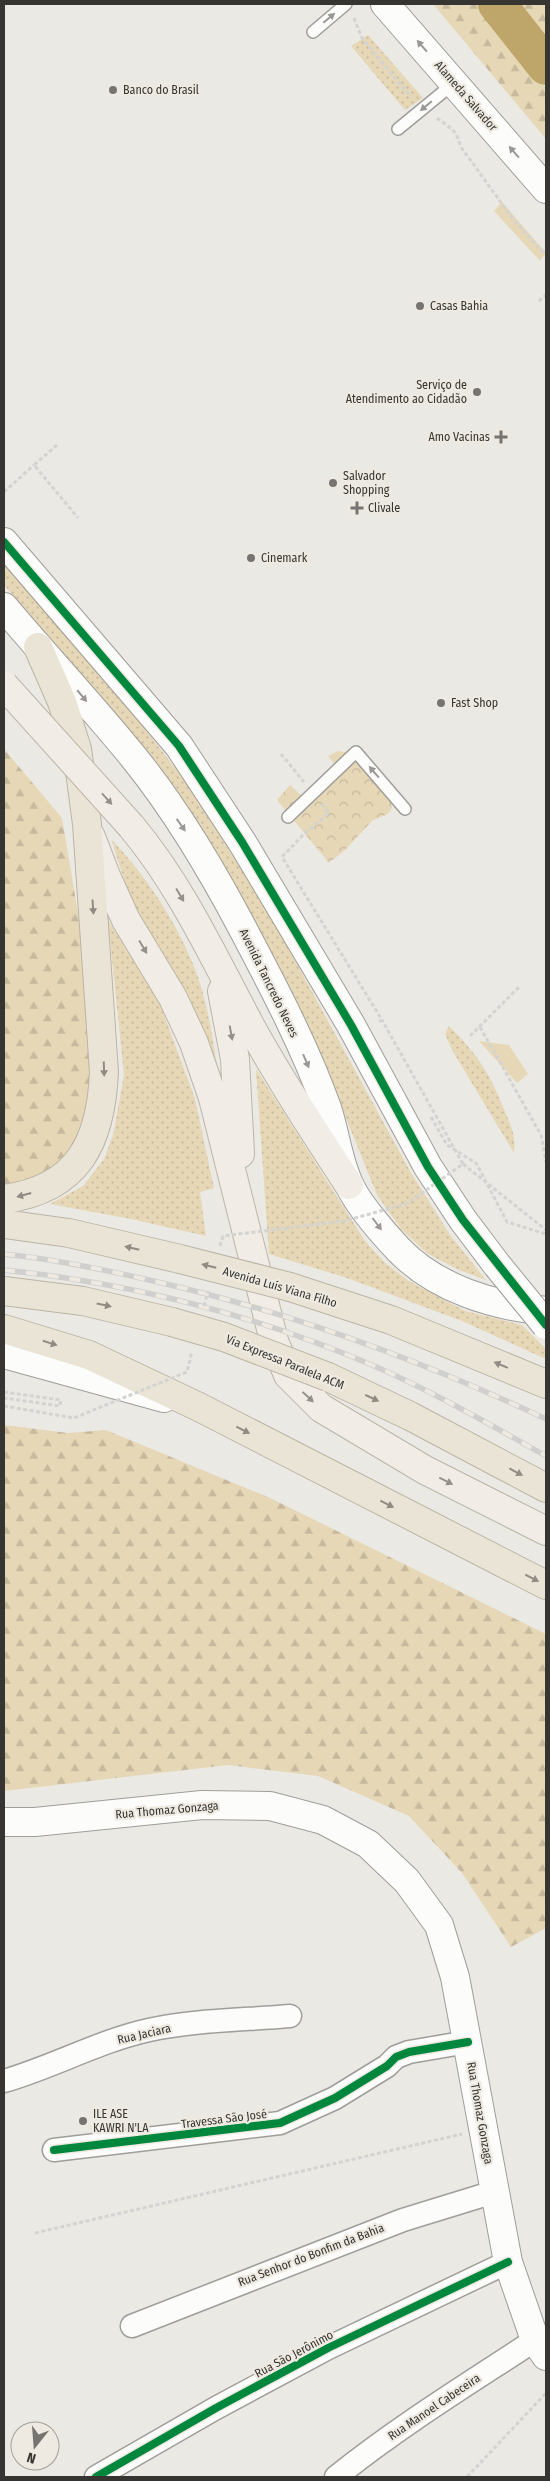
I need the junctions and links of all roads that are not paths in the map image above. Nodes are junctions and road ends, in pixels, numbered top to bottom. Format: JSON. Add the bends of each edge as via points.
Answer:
{"nodes":[{"id":1,"x":385,"y":4,"type":"edge"},
{"id":2,"x":345,"y":5,"type":"edge"},
{"id":3,"x":313,"y":32,"type":"dead end"},
{"id":4,"x":454,"y":83,"type":"junction"},
{"id":5,"x":398,"y":129,"type":"dead end"},
{"id":6,"x":546,"y":189,"type":"edge"},
{"id":7,"x":4,"y":542,"type":"edge"},
{"id":8,"x":4,"y":608,"type":"edge"},
{"id":9,"x":38,"y":647,"type":"junction"},
{"id":10,"x":4,"y":685,"type":"edge"},
{"id":11,"x":405,"y":809,"type":"dead end"},
{"id":12,"x":288,"y":817,"type":"dead end"},
{"id":13,"x":87,"y":824,"type":"junction"},
{"id":14,"x":212,"y":951,"type":"junction"},
{"id":15,"x":349,"y":1185,"type":"junction"},
{"id":16,"x":4,"y":1199,"type":"edge"},
{"id":17,"x":4,"y":1224,"type":"edge"},
{"id":18,"x":244,"y":1226,"type":"junction"},
{"id":19,"x":4,"y":1291,"type":"edge"},
{"id":20,"x":546,"y":1311,"type":"edge"},
{"id":21,"x":546,"y":1325,"type":"edge"},
{"id":22,"x":4,"y":1329,"type":"edge"},
{"id":23,"x":4,"y":1354,"type":"edge"},
{"id":24,"x":546,"y":1384,"type":"edge"},
{"id":25,"x":199,"y":1408,"type":"junction"},
{"id":26,"x":546,"y":1488,"type":"edge"},
{"id":27,"x":546,"y":1531,"type":"edge"},
{"id":28,"x":546,"y":1585,"type":"edge"},
{"id":29,"x":4,"y":1822,"type":"edge"},
{"id":30,"x":290,"y":2016,"type":"dead end"},
{"id":31,"x":468,"y":2042,"type":"junction"},
{"id":32,"x":4,"y":2081,"type":"edge"},
{"id":33,"x":54,"y":2150,"type":"dead end"},
{"id":34,"x":494,"y":2192,"type":"junction"},
{"id":35,"x":508,"y":2262,"type":"junction"},
{"id":36,"x":132,"y":2326,"type":"dead end"},
{"id":37,"x":541,"y":2348,"type":"edge"},
{"id":38,"x":96,"y":2477,"type":"edge"},
{"id":39,"x":336,"y":2477,"type":"edge"}],
"edges":[{"from":4,"to":1,"type":"street","name":"Alameda Salvador","one_way":true},
{"from":3,"to":2,"type":"lane","one_way":true},
{"from":4,"to":5,"type":"lane","one_way":true},
{"from":6,"to":4,"type":"street","name":"Alameda Salvador","one_way":true},
{"from":7,"to":21,"type":"street","bridge":true,"via":[[179,746],[242,842],[351,1025],[428,1166],[496,1265]]},
{"from":8,"to":9,"type":"street","name":"Avenida Tancredo Neves"},
{"from":9,"to":13,"type":"highway","via":[[62,702],[77,749]]},
{"from":9,"to":15,"type":"street","name":"Avenida Tancredo Neves","one_way":true,"via":[[136,760],[188,834],[243,929],[288,1019],[326,1107]]},
{"from":10,"to":14,"type":"main road","one_way":true,"bridge":true,"via":[[155,855]]},
{"from":11,"to":12,"type":"lane","one_way":true,"via":[[356,752]]},
{"from":13,"to":16,"type":"highway","one_way":true,"via":[[104,1072],[99,1121],[85,1152],[68,1172],[48,1188]]},
{"from":13,"to":18,"type":"main road","one_way":true,"via":[[126,920],[173,998],[194,1043],[213,1098]]},
{"from":14,"to":15,"type":"main road","via":[[298,1107]]},
{"from":14,"to":18,"type":"main road","one_way":true,"via":[[235,1059]]},
{"from":15,"to":20,"type":"street","name":"Avenida Tancredo Neves","one_way":true,"via":[[390,1240],[425,1272],[457,1290],[494,1303]]},
{"from":24,"to":17,"type":"highway","name":"Avenida Luís Viana Filho","one_way":true,"bridge":true,"via":[[391,1320],[290,1287],[70,1233]]},
{"from":18,"to":27,"type":"main road","one_way":true,"via":[[274,1341],[288,1376],[298,1387],[321,1408],[355,1430]]},
{"from":19,"to":26,"type":"highway","name":"Via Expressa Paralela ACM","one_way":true,"bridge":true,"via":[[83,1301],[172,1322],[241,1343],[328,1377]]},
{"from":22,"to":25,"type":"highway","one_way":true,"via":[[89,1355]]},
{"from":23,"to":25,"type":"street"},
{"from":25,"to":28,"type":"highway","one_way":true},
{"from":29,"to":31,"type":"street","name":"Rua Thomaz Gonzaga","via":[[35,1822],[202,1805],[270,1806],[323,1820],[368,1844],[407,1881],[439,1925],[455,1977]]},
{"from":30,"to":32,"type":"street","name":"Rua Jaciara","via":[[149,2030]]},
{"from":31,"to":33,"type":"street","name":"Travessa São José","via":[[409,2052],[334,2098],[280,2123]]},
{"from":31,"to":34,"type":"street","name":"Rua Thomaz Gonzaga"},
{"from":34,"to":35,"type":"street","name":"Rua Thomaz Gonzaga"},
{"from":34,"to":36,"type":"street","name":"Rua Senhor do Bonfim da Bahia","via":[[403,2220]]},
{"from":35,"to":37,"type":"street","name":"Rua Thomaz Gonzaga"},
{"from":35,"to":38,"type":"street","name":"Rua São Jerônimo","via":[[328,2348]]},
{"from":37,"to":39,"type":"street","name":"Rua Manoel Cabeceira","via":[[422,2415]]}]}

........

● **ACTIVITY**
An exact copy of the listing above is to be set down, with no pictures in it.

● **EXERCISE OUTPUT**
I need the junctions and links of all roads that are not paths in the map image above. Nodes are junctions and road ends, in pixels, numbered top to bottom. Format: JSON. Add the bends of each edge as via points.
Answer:
{"nodes":[{"id":1,"x":385,"y":4,"type":"edge"},
{"id":2,"x":345,"y":5,"type":"edge"},
{"id":3,"x":313,"y":32,"type":"dead end"},
{"id":4,"x":454,"y":83,"type":"junction"},
{"id":5,"x":398,"y":129,"type":"dead end"},
{"id":6,"x":546,"y":189,"type":"edge"},
{"id":7,"x":4,"y":542,"type":"edge"},
{"id":8,"x":4,"y":608,"type":"edge"},
{"id":9,"x":38,"y":647,"type":"junction"},
{"id":10,"x":4,"y":685,"type":"edge"},
{"id":11,"x":405,"y":809,"type":"dead end"},
{"id":12,"x":288,"y":817,"type":"dead end"},
{"id":13,"x":87,"y":824,"type":"junction"},
{"id":14,"x":212,"y":951,"type":"junction"},
{"id":15,"x":349,"y":1185,"type":"junction"},
{"id":16,"x":4,"y":1199,"type":"edge"},
{"id":17,"x":4,"y":1224,"type":"edge"},
{"id":18,"x":244,"y":1226,"type":"junction"},
{"id":19,"x":4,"y":1291,"type":"edge"},
{"id":20,"x":546,"y":1311,"type":"edge"},
{"id":21,"x":546,"y":1325,"type":"edge"},
{"id":22,"x":4,"y":1329,"type":"edge"},
{"id":23,"x":4,"y":1354,"type":"edge"},
{"id":24,"x":546,"y":1384,"type":"edge"},
{"id":25,"x":199,"y":1408,"type":"junction"},
{"id":26,"x":546,"y":1488,"type":"edge"},
{"id":27,"x":546,"y":1531,"type":"edge"},
{"id":28,"x":546,"y":1585,"type":"edge"},
{"id":29,"x":4,"y":1822,"type":"edge"},
{"id":30,"x":290,"y":2016,"type":"dead end"},
{"id":31,"x":468,"y":2042,"type":"junction"},
{"id":32,"x":4,"y":2081,"type":"edge"},
{"id":33,"x":54,"y":2150,"type":"dead end"},
{"id":34,"x":494,"y":2192,"type":"junction"},
{"id":35,"x":508,"y":2262,"type":"junction"},
{"id":36,"x":132,"y":2326,"type":"dead end"},
{"id":37,"x":541,"y":2348,"type":"edge"},
{"id":38,"x":96,"y":2477,"type":"edge"},
{"id":39,"x":336,"y":2477,"type":"edge"}],
"edges":[{"from":4,"to":1,"type":"street","name":"Alameda Salvador","one_way":true},
{"from":3,"to":2,"type":"lane","one_way":true},
{"from":4,"to":5,"type":"lane","one_way":true},
{"from":6,"to":4,"type":"street","name":"Alameda Salvador","one_way":true},
{"from":7,"to":21,"type":"street","bridge":true,"via":[[179,746],[242,842],[351,1025],[428,1166],[496,1265]]},
{"from":8,"to":9,"type":"street","name":"Avenida Tancredo Neves"},
{"from":9,"to":13,"type":"highway","via":[[62,702],[77,749]]},
{"from":9,"to":15,"type":"street","name":"Avenida Tancredo Neves","one_way":true,"via":[[136,760],[188,834],[243,929],[288,1019],[326,1107]]},
{"from":10,"to":14,"type":"main road","one_way":true,"bridge":true,"via":[[155,855]]},
{"from":11,"to":12,"type":"lane","one_way":true,"via":[[356,752]]},
{"from":13,"to":16,"type":"highway","one_way":true,"via":[[104,1072],[99,1121],[85,1152],[68,1172],[48,1188]]},
{"from":13,"to":18,"type":"main road","one_way":true,"via":[[126,920],[173,998],[194,1043],[213,1098]]},
{"from":14,"to":15,"type":"main road","via":[[298,1107]]},
{"from":14,"to":18,"type":"main road","one_way":true,"via":[[235,1059]]},
{"from":15,"to":20,"type":"street","name":"Avenida Tancredo Neves","one_way":true,"via":[[390,1240],[425,1272],[457,1290],[494,1303]]},
{"from":24,"to":17,"type":"highway","name":"Avenida Luís Viana Filho","one_way":true,"bridge":true,"via":[[391,1320],[290,1287],[70,1233]]},
{"from":18,"to":27,"type":"main road","one_way":true,"via":[[274,1341],[288,1376],[298,1387],[321,1408],[355,1430]]},
{"from":19,"to":26,"type":"highway","name":"Via Expressa Paralela ACM","one_way":true,"bridge":true,"via":[[83,1301],[172,1322],[241,1343],[328,1377]]},
{"from":22,"to":25,"type":"highway","one_way":true,"via":[[89,1355]]},
{"from":23,"to":25,"type":"street"},
{"from":25,"to":28,"type":"highway","one_way":true},
{"from":29,"to":31,"type":"street","name":"Rua Thomaz Gonzaga","via":[[35,1822],[202,1805],[270,1806],[323,1820],[368,1844],[407,1881],[439,1925],[455,1977]]},
{"from":30,"to":32,"type":"street","name":"Rua Jaciara","via":[[149,2030]]},
{"from":31,"to":33,"type":"street","name":"Travessa São José","via":[[409,2052],[334,2098],[280,2123]]},
{"from":31,"to":34,"type":"street","name":"Rua Thomaz Gonzaga"},
{"from":34,"to":35,"type":"street","name":"Rua Thomaz Gonzaga"},
{"from":34,"to":36,"type":"street","name":"Rua Senhor do Bonfim da Bahia","via":[[403,2220]]},
{"from":35,"to":37,"type":"street","name":"Rua Thomaz Gonzaga"},
{"from":35,"to":38,"type":"street","name":"Rua São Jerônimo","via":[[328,2348]]},
{"from":37,"to":39,"type":"street","name":"Rua Manoel Cabeceira","via":[[422,2415]]}]}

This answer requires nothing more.